- Records for this task:
---------------

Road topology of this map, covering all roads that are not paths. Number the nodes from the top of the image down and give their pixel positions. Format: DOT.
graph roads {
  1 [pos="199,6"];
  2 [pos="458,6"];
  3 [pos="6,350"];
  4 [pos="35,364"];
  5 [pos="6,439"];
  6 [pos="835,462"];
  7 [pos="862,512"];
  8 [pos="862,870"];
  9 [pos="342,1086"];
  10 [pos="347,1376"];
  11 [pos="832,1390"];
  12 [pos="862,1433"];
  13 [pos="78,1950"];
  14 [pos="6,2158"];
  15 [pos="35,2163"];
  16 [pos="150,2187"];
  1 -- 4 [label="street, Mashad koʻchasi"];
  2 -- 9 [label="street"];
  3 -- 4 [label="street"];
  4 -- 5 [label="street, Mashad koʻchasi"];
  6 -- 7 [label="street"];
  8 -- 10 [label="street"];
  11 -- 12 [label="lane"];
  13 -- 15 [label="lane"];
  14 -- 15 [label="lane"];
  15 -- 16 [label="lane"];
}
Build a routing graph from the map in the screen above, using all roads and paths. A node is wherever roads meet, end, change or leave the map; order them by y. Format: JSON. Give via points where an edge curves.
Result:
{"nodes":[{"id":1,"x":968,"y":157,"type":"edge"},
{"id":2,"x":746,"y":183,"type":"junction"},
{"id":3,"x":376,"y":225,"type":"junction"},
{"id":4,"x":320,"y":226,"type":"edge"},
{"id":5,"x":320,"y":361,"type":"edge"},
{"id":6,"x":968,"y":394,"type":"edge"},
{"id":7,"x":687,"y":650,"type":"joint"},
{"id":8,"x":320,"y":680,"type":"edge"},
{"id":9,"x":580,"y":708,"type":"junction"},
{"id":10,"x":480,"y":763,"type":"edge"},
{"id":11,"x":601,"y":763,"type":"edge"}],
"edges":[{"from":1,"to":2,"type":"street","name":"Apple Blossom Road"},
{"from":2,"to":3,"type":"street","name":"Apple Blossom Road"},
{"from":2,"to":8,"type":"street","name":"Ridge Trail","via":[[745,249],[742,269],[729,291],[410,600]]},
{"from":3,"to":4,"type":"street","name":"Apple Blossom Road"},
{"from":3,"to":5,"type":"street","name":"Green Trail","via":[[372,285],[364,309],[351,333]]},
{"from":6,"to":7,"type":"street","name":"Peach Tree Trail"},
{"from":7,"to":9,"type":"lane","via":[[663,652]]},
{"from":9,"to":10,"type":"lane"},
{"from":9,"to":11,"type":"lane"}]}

---------------

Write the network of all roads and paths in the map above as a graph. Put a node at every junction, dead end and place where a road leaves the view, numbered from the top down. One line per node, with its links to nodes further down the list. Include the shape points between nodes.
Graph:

---------------

- Instructions for the task: Count the lines of the material that include the word "where", then state only the total.

- Solved exercise: 2